Task directions —
What number of lines in the entries below include the string "highway"? Respond with that number alone.

(Stored items)
*-*-*
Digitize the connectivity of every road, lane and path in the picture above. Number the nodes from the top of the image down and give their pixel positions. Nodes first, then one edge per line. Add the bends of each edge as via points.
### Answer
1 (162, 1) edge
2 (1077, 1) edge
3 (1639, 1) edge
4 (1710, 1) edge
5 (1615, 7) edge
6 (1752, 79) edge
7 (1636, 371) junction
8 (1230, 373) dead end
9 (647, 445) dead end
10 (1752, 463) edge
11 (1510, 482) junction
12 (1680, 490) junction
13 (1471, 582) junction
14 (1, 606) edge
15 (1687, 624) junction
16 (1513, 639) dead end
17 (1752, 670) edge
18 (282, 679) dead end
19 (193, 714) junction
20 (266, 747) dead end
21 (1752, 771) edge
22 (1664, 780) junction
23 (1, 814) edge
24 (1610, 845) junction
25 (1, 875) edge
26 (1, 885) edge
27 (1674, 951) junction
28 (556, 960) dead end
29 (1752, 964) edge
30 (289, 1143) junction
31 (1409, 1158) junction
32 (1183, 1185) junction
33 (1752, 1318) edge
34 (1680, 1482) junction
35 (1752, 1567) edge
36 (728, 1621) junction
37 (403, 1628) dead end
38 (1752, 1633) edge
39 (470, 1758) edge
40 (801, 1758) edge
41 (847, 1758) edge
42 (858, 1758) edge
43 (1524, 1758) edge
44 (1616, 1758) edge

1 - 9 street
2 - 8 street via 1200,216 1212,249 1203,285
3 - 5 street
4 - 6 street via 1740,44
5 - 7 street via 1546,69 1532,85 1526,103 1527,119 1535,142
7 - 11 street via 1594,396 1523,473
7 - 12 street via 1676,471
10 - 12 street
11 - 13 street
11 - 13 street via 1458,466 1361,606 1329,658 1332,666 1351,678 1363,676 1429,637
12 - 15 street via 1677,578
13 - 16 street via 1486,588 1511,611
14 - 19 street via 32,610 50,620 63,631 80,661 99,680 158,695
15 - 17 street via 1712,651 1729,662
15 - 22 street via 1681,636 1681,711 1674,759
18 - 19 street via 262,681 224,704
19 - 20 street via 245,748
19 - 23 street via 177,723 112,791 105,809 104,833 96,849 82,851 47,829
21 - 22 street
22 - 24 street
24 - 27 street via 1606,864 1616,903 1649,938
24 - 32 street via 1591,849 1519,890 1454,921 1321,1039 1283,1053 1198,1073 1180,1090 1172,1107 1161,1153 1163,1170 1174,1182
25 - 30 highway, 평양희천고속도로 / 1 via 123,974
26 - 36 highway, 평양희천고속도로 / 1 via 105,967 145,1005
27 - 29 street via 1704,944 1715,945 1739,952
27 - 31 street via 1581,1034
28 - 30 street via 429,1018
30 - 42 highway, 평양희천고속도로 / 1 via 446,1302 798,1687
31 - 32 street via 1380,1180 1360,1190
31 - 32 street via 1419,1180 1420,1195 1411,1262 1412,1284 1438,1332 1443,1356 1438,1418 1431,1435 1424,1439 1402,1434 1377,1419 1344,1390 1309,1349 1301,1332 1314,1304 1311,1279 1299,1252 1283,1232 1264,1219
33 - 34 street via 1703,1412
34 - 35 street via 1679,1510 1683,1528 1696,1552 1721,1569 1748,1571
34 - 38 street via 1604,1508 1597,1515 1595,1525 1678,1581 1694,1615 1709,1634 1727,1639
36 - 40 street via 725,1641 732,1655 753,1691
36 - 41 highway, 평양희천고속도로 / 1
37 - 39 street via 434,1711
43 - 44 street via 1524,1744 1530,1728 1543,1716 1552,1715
*-*-*
Solution below —
4